Assignment:
Go through the data and copy each line where the word "Wadsworth" shows up.

(Saved entries)
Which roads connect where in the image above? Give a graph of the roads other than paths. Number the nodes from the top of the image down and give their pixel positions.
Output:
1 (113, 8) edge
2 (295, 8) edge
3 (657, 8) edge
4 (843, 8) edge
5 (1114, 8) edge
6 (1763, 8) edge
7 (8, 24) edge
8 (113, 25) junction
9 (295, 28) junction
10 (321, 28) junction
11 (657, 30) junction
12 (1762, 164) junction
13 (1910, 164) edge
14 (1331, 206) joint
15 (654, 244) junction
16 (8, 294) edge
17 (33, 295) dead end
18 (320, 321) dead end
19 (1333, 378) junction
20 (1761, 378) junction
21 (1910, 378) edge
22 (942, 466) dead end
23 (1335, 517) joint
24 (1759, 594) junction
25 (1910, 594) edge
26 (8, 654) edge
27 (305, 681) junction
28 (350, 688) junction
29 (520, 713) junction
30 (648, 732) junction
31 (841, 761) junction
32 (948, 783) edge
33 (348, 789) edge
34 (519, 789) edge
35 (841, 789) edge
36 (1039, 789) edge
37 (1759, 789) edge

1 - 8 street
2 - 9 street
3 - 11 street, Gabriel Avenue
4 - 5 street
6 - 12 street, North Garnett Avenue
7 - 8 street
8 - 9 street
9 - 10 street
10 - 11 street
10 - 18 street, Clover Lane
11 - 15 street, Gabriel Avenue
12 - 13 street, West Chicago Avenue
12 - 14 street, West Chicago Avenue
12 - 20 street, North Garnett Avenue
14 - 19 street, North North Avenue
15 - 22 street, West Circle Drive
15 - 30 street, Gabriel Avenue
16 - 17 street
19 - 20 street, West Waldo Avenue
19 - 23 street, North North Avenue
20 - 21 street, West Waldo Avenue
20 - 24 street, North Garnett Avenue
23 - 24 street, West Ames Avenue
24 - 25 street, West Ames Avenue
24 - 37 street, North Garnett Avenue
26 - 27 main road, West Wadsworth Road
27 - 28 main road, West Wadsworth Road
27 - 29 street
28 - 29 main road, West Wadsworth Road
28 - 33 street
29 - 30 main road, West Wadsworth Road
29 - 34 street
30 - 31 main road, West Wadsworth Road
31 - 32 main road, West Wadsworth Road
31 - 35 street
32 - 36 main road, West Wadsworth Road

Answer:
26 - 27 main road, West Wadsworth Road
27 - 28 main road, West Wadsworth Road
28 - 29 main road, West Wadsworth Road
29 - 30 main road, West Wadsworth Road
30 - 31 main road, West Wadsworth Road
31 - 32 main road, West Wadsworth Road
32 - 36 main road, West Wadsworth Road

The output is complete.